The practical impact of the new policy was made apparent on Nov. 13, when U.S. Attorney General Eric Holder and Secretary of Defense Robert M. Gates announced plans to try some key terrorist suspects in U.S. district court and others before military commissions. All the defendants, who are being held at Guantanamo, were originally charged in the commissions.

Five defendants charged with conspiring to commit the Sept. 11 terror attacks are to be tried in the U.S. District Court for the Southern District of New York, whose courthouse is only blocks from the site of the World Trade Center. The defendants, including Khalid Sheikh Mohammed, the self-proclaimed mastermind of the attacks, will be housed in a federal detention facility in New York during the trial, which could last months.

The five defendants slated for trial by military commissions include Abd al-Rahim al-Nashiri, who is charged with planning the 2000 attack on the USS Cole in which 17 American sailors died.

In his statement outlining plans for these trials, Holder also signaled the administration’s intention to keep its options open in deciding on trial forums for other detainees depending on the circumstances of each case.

“Just as a sustained campaign against terrorism requires a combination of intelligence, law enforcement and military operations,” Holder said, “so must our legal efforts to bring terrorists to justice involve both federal courts and reformed military commissions.”
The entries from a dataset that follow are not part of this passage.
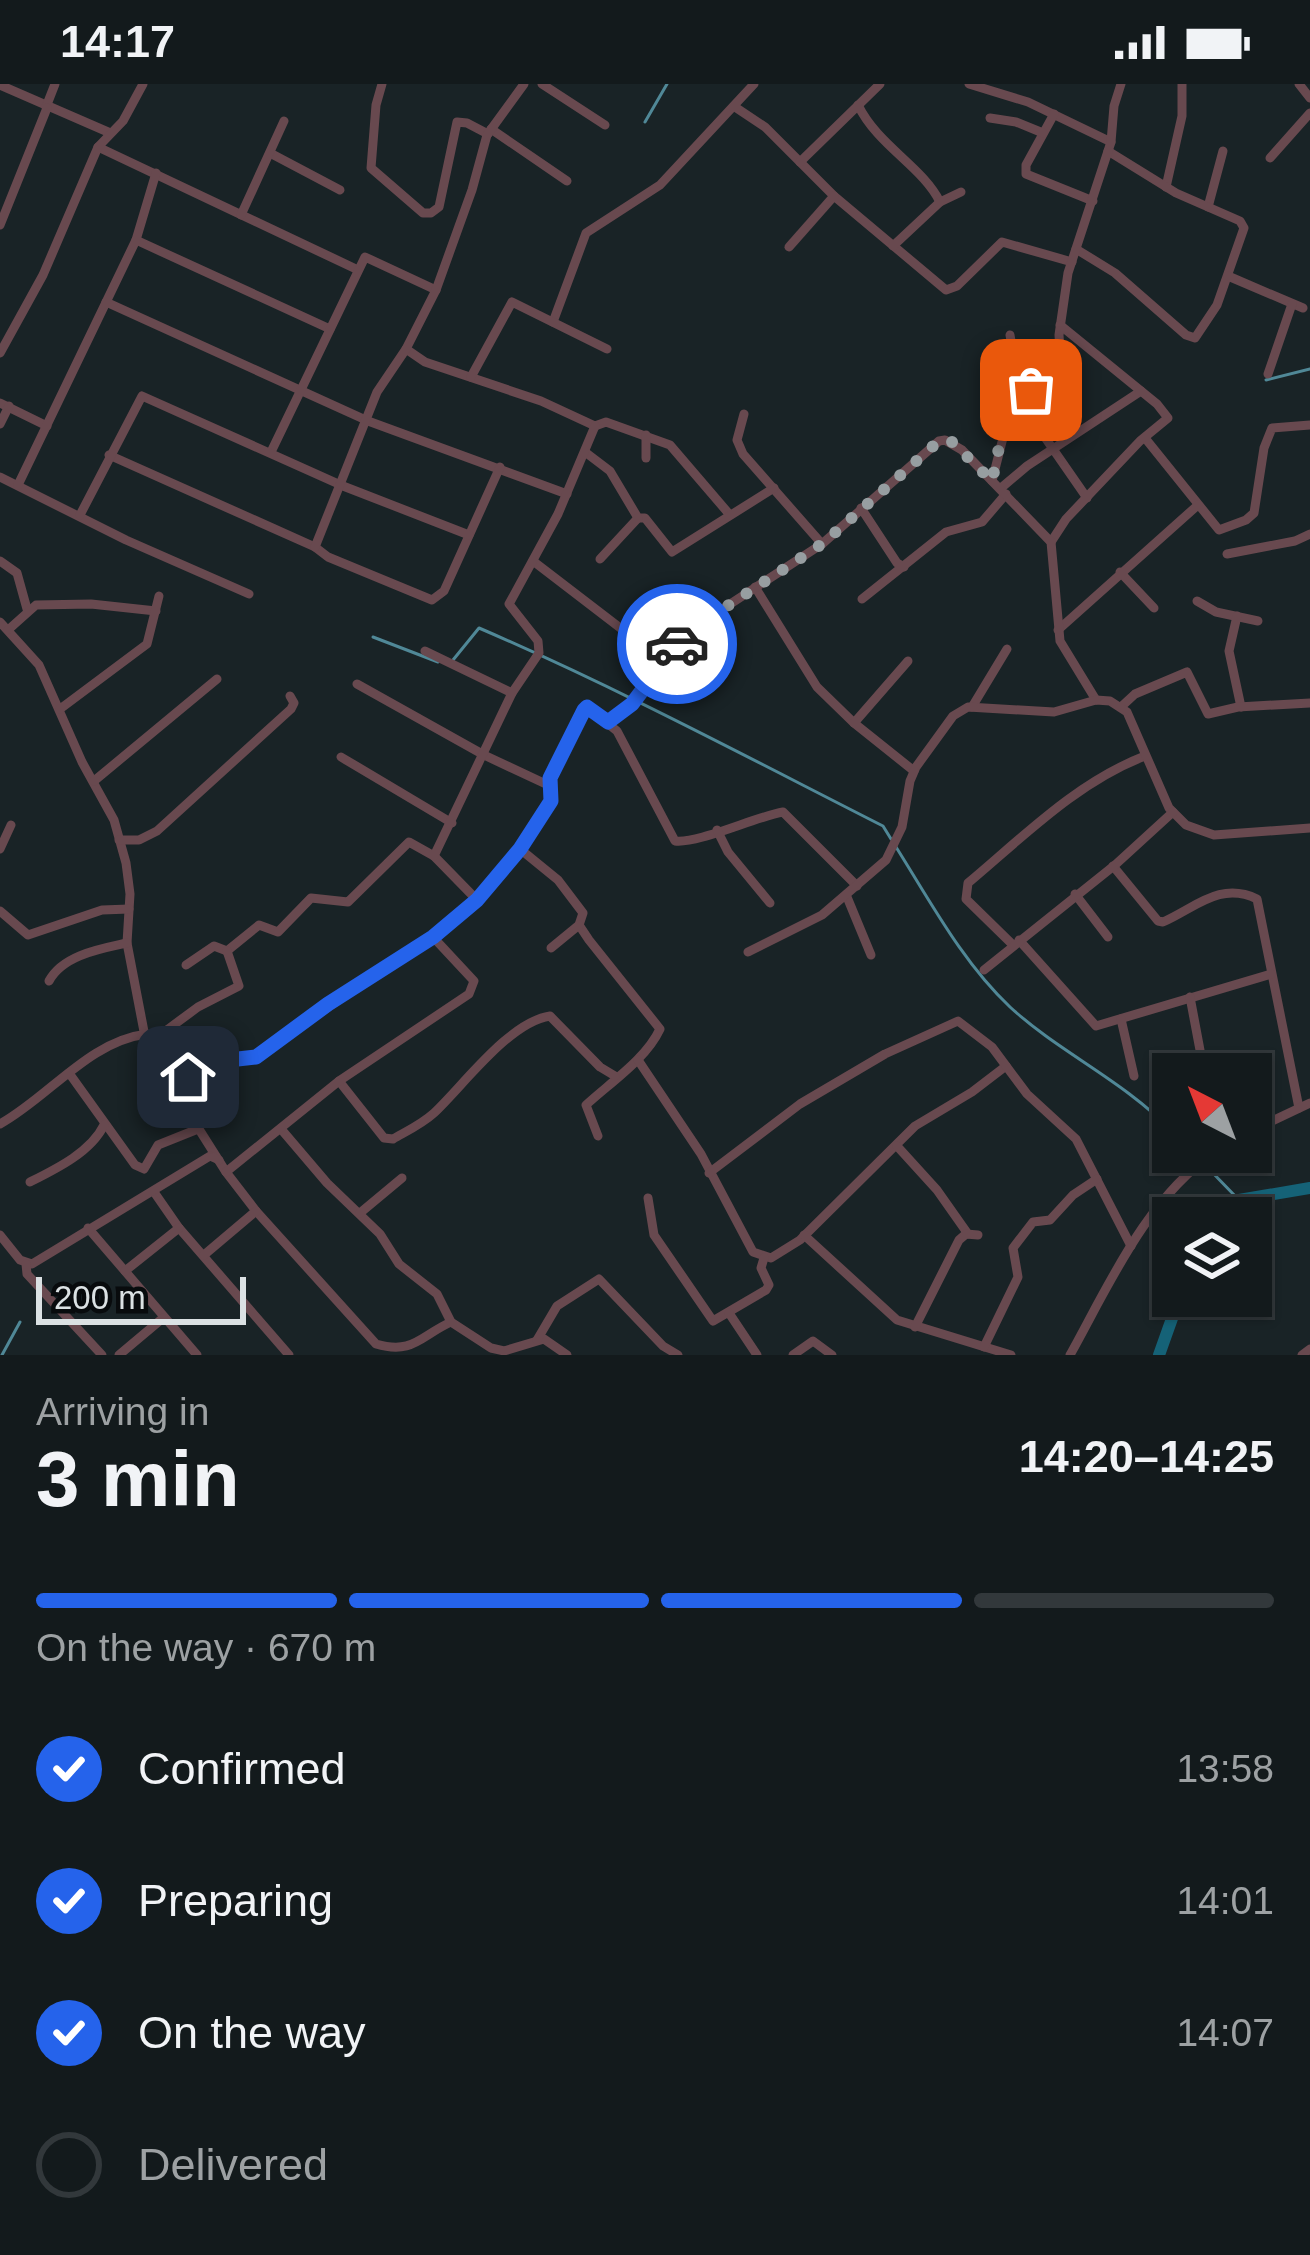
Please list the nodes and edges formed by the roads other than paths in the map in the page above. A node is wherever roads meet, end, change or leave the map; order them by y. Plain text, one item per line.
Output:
1 (56, 84) edge
2 (142, 84) edge
3 (382, 84) edge
4 (524, 84) edge
5 (542, 84) edge
6 (754, 84) edge
7 (880, 84) edge
8 (969, 84) edge
9 (1121, 84) edge
10 (1182, 84) edge
11 (1299, 84) edge
12 (0, 85) edge
13 (1310, 98) edge
14 (857, 105) junction
15 (46, 107) junction
16 (735, 107) junction
17 (1310, 113) edge
18 (1054, 114) junction
19 (990, 118) dead end
20 (284, 121) dead end
21 (605, 125) dead end
22 (489, 131) junction
23 (108, 132) junction
24 (1043, 133) junction
25 (98, 147) junction
26 (1109, 147) junction
27 (1223, 152) dead end
28 (270, 153) junction
29 (1270, 158) dead end
30 (800, 162) junction
31 (156, 173) junction
32 (567, 181) dead end
33 (1166, 187) junction
34 (340, 190) dead end
35 (961, 192) dead end
36 (834, 196) junction
37 (1093, 201) junction
38 (940, 202) junction
39 (1208, 207) junction
40 (241, 215) junction
41 (0, 225) edge
42 (136, 240) junction
43 (893, 246) junction
44 (789, 247) dead end
45 (1076, 249) junction
46 (1072, 262) junction
47 (356, 269) junction
48 (1228, 276) junction
49 (436, 290) junction
50 (106, 302) junction
51 (553, 322) junction
52 (1060, 325) junction
53 (330, 329) junction
54 (1010, 334) dead end
55 (406, 349) junction
56 (607, 349) dead end
57 (0, 353) edge
58 (1268, 374) dead end
59 (471, 376) junction
60 (1031, 390) junction
61 (1141, 391) junction
62 (303, 393) junction
63 (1019, 400) junction
64 (4, 405) edge
65 (744, 414) dead end
66 (368, 421) junction
67 (0, 424) edge
68 (1310, 425) edge
69 (47, 426) junction
70 (596, 426) junction
71 (646, 435) junction
72 (1145, 438) junction
73 (1054, 448) junction
74 (271, 452) junction
75 (585, 452) junction
76 (109, 455) junction
77 (646, 458) dead end
78 (500, 467) junction
79 (0, 477) edge
80 (18, 485) junction
81 (343, 486) junction
82 (774, 488) junction
83 (999, 488) junction
84 (567, 494) junction
85 (1087, 498) junction
86 (1198, 505) junction
87 (861, 508) junction
88 (80, 515) junction
89 (730, 515) junction
90 (638, 518) junction
91 (1246, 520) junction
92 (1310, 534) edge
93 (470, 535) junction
94 (1052, 542) junction
95 (822, 544) junction
96 (1258, 546) junction
97 (315, 547) junction
98 (1227, 554) dead end
99 (600, 559) dead end
100 (0, 561) edge
101 (533, 561) junction
102 (900, 568) junction
103 (1120, 572) junction
104 (755, 587) junction
105 (249, 594) dead end
106 (158, 596) dead end
107 (862, 598) dead end
108 (1197, 601) dead end
109 (1154, 608) dead end
110 (27, 609) junction
111 (156, 611) junction
112 (1238, 616) junction
113 (1258, 621) dead end
114 (4, 626) edge
115 (1058, 630) junction
116 (1007, 649) dead end
117 (425, 651) dead end
118 (662, 660) junction
119 (908, 661) dead end
120 (217, 679) dead end
121 (357, 684) dead end
122 (512, 693) junction
123 (290, 696) dead end
124 (1096, 700) junction
125 (1310, 703) edge
126 (1122, 706) junction
127 (972, 707) junction
128 (1241, 707) junction
129 (60, 709) junction
130 (608, 722) junction
131 (854, 724) junction
132 (484, 755) junction
133 (1145, 756) junction
134 (341, 757) dead end
135 (914, 771) junction
136 (94, 781) junction
137 (548, 785) junction
138 (1173, 812) junction
139 (452, 823) junction
140 (10, 825) dead end
141 (1310, 828) edge
142 (717, 830) junction
143 (119, 841) junction
144 (0, 848) edge
145 (520, 849) junction
146 (434, 856) junction
147 (1113, 866) junction
148 (857, 886) junction
149 (1076, 894) junction
150 (847, 897) junction
151 (477, 900) junction
152 (770, 904) dead end
153 (129, 909) junction
154 (0, 911) edge
155 (579, 925) junction
156 (433, 937) junction
157 (1108, 938) dead end
158 (1016, 943) junction
159 (127, 944) junction
160 (551, 948) dead end
161 (227, 951) junction
162 (748, 952) dead end
163 (871, 956) dead end
164 (187, 965) dead end
165 (984, 970) dead end
166 (1271, 974) junction
167 (49, 981) dead end
168 (1190, 997) junction
169 (1121, 1018) junction
170 (147, 1039) junction
171 (1201, 1053) edge
172 (638, 1060) junction
173 (1006, 1066) junction
174 (69, 1073) junction
175 (615, 1076) junction
176 (1134, 1076) dead end
177 (339, 1081) junction
178 (170, 1085) junction
179 (1305, 1106) edge
180 (1272, 1121) edge
181 (0, 1124) edge
182 (104, 1125) junction
183 (199, 1129) junction
184 (281, 1129) junction
185 (598, 1136) dead end
186 (897, 1146) junction
187 (219, 1160) junction
188 (226, 1172) junction
189 (709, 1173) junction
190 (1193, 1173) edge
191 (403, 1178) dead end
192 (1097, 1179) junction
193 (30, 1183) dead end
194 (154, 1192) junction
195 (648, 1198) dead end
196 (256, 1211) junction
197 (360, 1213) junction
198 (88, 1228) junction
199 (179, 1228) junction
200 (0, 1235) edge
201 (804, 1235) junction
202 (1131, 1246) junction
203 (204, 1255) junction
204 (764, 1258) junction
205 (26, 1264) junction
206 (125, 1271) junction
207 (729, 1313) junction
208 (163, 1318) junction
209 (451, 1322) junction
210 (915, 1327) junction
211 (533, 1341) junction
212 (984, 1347) junction
213 (1310, 1349) edge
214 (410, 1353) edge
215 (508, 1354) edge
216 (102, 1355) edge
217 (119, 1355) edge
218 (197, 1355) edge
219 (289, 1355) edge
220 (567, 1355) edge
221 (678, 1355) edge
222 (757, 1355) edge
223 (793, 1355) edge
224 (832, 1355) edge
225 (1011, 1355) edge
226 (1070, 1355) edge
227 (1302, 1355) edge

1 - 15 street
2 - 23 street
3 - 22 street
4 - 22 street
5 - 21 street
6 - 16 street
7 - 14 street
8 - 18 street
9 - 26 street
10 - 33 street
11 - 13 street
12 - 15 street
14 - 30 street
14 - 38 street
15 - 23 street
15 - 41 street
16 - 30 street
16 - 51 street
17 - 29 street
18 - 24 street
18 - 26 street
19 - 24 street
20 - 28 street
22 - 32 street
22 - 49 street
23 - 25 street
24 - 37 street
25 - 31 street
25 - 57 street
26 - 33 street
26 - 37 street
27 - 39 street
28 - 34 street
28 - 40 street
30 - 36 street
31 - 40 street
31 - 42 street
33 - 39 street
35 - 38 street
36 - 43 street
36 - 44 street
37 - 45 street
38 - 43 street
39 - 48 street
40 - 47 street
42 - 50 street
42 - 53 street
43 - 46 street
45 - 46 street
45 - 48 street
46 - 52 street
47 - 49 street
47 - 53 street
48 - 58 street
49 - 55 street
50 - 62 street
50 - 69 street
51 - 56 street
51 - 59 street
52 - 60 street
52 - 61 street
53 - 62 street
54 - 60 street
55 - 59 street
55 - 66 street
59 - 70 street
60 - 63 street
61 - 72 street
61 - 73 street
62 - 66 street
62 - 74 street
63 - 73 street
63 - 83 street
64 - 67 street
64 - 69 street
65 - 82 street
66 - 78 street
66 - 81 street
68 - 91 street
69 - 80 street
70 - 71 street
70 - 75 street
71 - 77 street
71 - 89 street
72 - 85 street
72 - 86 street
73 - 83 street
73 - 85 street
74 - 76 street
74 - 81 street
75 - 84 street
75 - 90 street
76 - 88 street
76 - 97 street
78 - 84 street
78 - 93 street
79 - 80 street
80 - 88 street
81 - 93 street
81 - 97 street
82 - 89 street
82 - 95 street
83 - 87 street
83 - 94 street
83 - 102 street
84 - 101 street
85 - 94 street
86 - 91 street
86 - 103 street
87 - 95 street
87 - 102 street
88 - 105 street
89 - 90 street
90 - 99 street
91 - 96 street
92 - 96 street
93 - 97 street
94 - 115 street
95 - 104 street
96 - 98 street
100 - 110 street
101 - 118 street
101 - 122 street
102 - 107 street
103 - 109 street
103 - 115 street
104 - 118 street
104 - 131 street
106 - 111 street
108 - 112 street
110 - 111 street
110 - 114 street
111 - 129 street
112 - 113 street
112 - 128 street
114 - 129 street
115 - 124 street
116 - 127 street
117 - 122 street
118 - 130 street
119 - 131 street
120 - 136 street
121 - 132 street
122 - 132 street
123 - 143 street
124 - 126 street
124 - 127 street
125 - 128 street
126 - 128 street
126 - 133 street
127 - 135 street
129 - 136 street
130 - 137 street
130 - 142 street
131 - 135 street
132 - 137 street
132 - 139 street
133 - 138 street
133 - 158 street
134 - 139 street
135 - 148 street
136 - 143 street
137 - 145 street
138 - 141 street
138 - 147 street
139 - 146 street
140 - 144 street
142 - 148 street
142 - 152 street
143 - 153 street
145 - 151 street
145 - 155 street
146 - 151 street
146 - 161 street
147 - 149 street
147 - 166 street
148 - 150 street
149 - 157 street
149 - 158 street
150 - 162 street
150 - 163 street
151 - 156 street
153 - 154 street
153 - 159 street
155 - 160 street
155 - 172 street
156 - 177 street
156 - 178 street
158 - 165 street
158 - 169 street
159 - 167 street
159 - 170 street
161 - 164 street
161 - 170 street
166 - 168 street
166 - 179 street
168 - 169 street
168 - 171 street
169 - 176 street
170 - 174 street
170 - 178 street
172 - 175 street
172 - 189 street
173 - 186 street
173 - 189 street
173 - 192 street
174 - 181 street
174 - 182 street
175 - 177 street
175 - 185 street
177 - 184 street
178 - 183 street
179 - 180 street
182 - 183 street
182 - 193 street
183 - 187 street
184 - 188 street
184 - 197 street
186 - 201 street
186 - 210 street
187 - 188 street
187 - 194 street
188 - 196 street
189 - 204 street
190 - 202 street
191 - 197 street
192 - 202 street
192 - 212 street
194 - 198 street
194 - 199 street
195 - 207 street
196 - 203 street
196 - 214 street
197 - 209 street
198 - 205 street
198 - 206 street
199 - 203 street
199 - 206 street
200 - 205 street
201 - 204 street
201 - 210 street
202 - 226 street
203 - 219 street
204 - 207 street
205 - 216 street
206 - 208 street
207 - 222 street
208 - 217 street
208 - 218 street
209 - 214 street
209 - 215 street
210 - 212 street
211 - 215 street
211 - 220 street
211 - 221 street
212 - 225 street
213 - 227 street
223 - 224 street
Meanwhile, federal district judges have been assigned to hear habeas petitions by some of the 215 detainees still being held at Guantanamo while the administration deliberates over how to close the facility and where to send those still being held there. The security law committee has created a database to track the cases.

ABA President Carolyn B. Lamm sent a letter (PDF) to Holder on Nov. 25 endorsing the decision to try the 9/11 suspects in federal court.

“Those who plotted the terrorist attacks against the United States must be brought to justice and held fully accountable for their horrific crimes,” wrote Lamm, a partner at White & Case in Washington, D.C. “However, no matter how heinous the charges, the long-awaited trials of these alleged terrorists must be both fair and perceived as fair, or the resulting verdicts will not be recognized as legitimate.” Military commissions, she wrote, “would have failed to provide the credibility that is essential to acceptance of any final verdict.”

Lamm’s letter reflects a policy statement on the detainee issue that was adopted in February 2009 by the ABA House of Delegates. In a voice vote, the House adopted a recommendation by the New York State Bar Association that calls for all detainees to be prosecuted in Article III federal courts unless the attorney general certifies in cases involving recognized war crimes that prosecution must take place in other courts that incorporate fundamental rules of due process, provisions of international law and the Uniform Code of Military Justice. The policy also calls for all individuals being held at Guantanamo to be granted prompt habeas corpus hearings.

ONGOING DEBATE

The debate over how the legal system should deal with terrorism suspects is far from over. The key issue is whether there is a place for trials both in the federal court system and before military commissions. Views are mixed within the ABA and the wider legal community.

Many observers have warned that the trials may raise security concerns, and that defendants will attempt to use them as forums to highlight their political beliefs and criticize the U.S. justice system.

“We’ll have to wait and see how the trials play out in New York,” says Rishikof, whose committee has published a series of reports analyzing legal issues relating to treatment of terrorism detainees. “The proof will be in the pudding.”

At the same time, he says, using military commissions and federal courts raises concerns because “one never wants to create the image that military justice is somehow second-rate.”

Sonnett is more certain about what course should be followed. “The commission system has been broken since it was created in 2004,” says the chair of the enemy combatants task force. “The federal courts are more than capable of handling all these cases.”

As for possible disruptions in court, Sonnett says, “Does anybody remember what Moussaoui said in court? That’s already faded into the background, as he has.”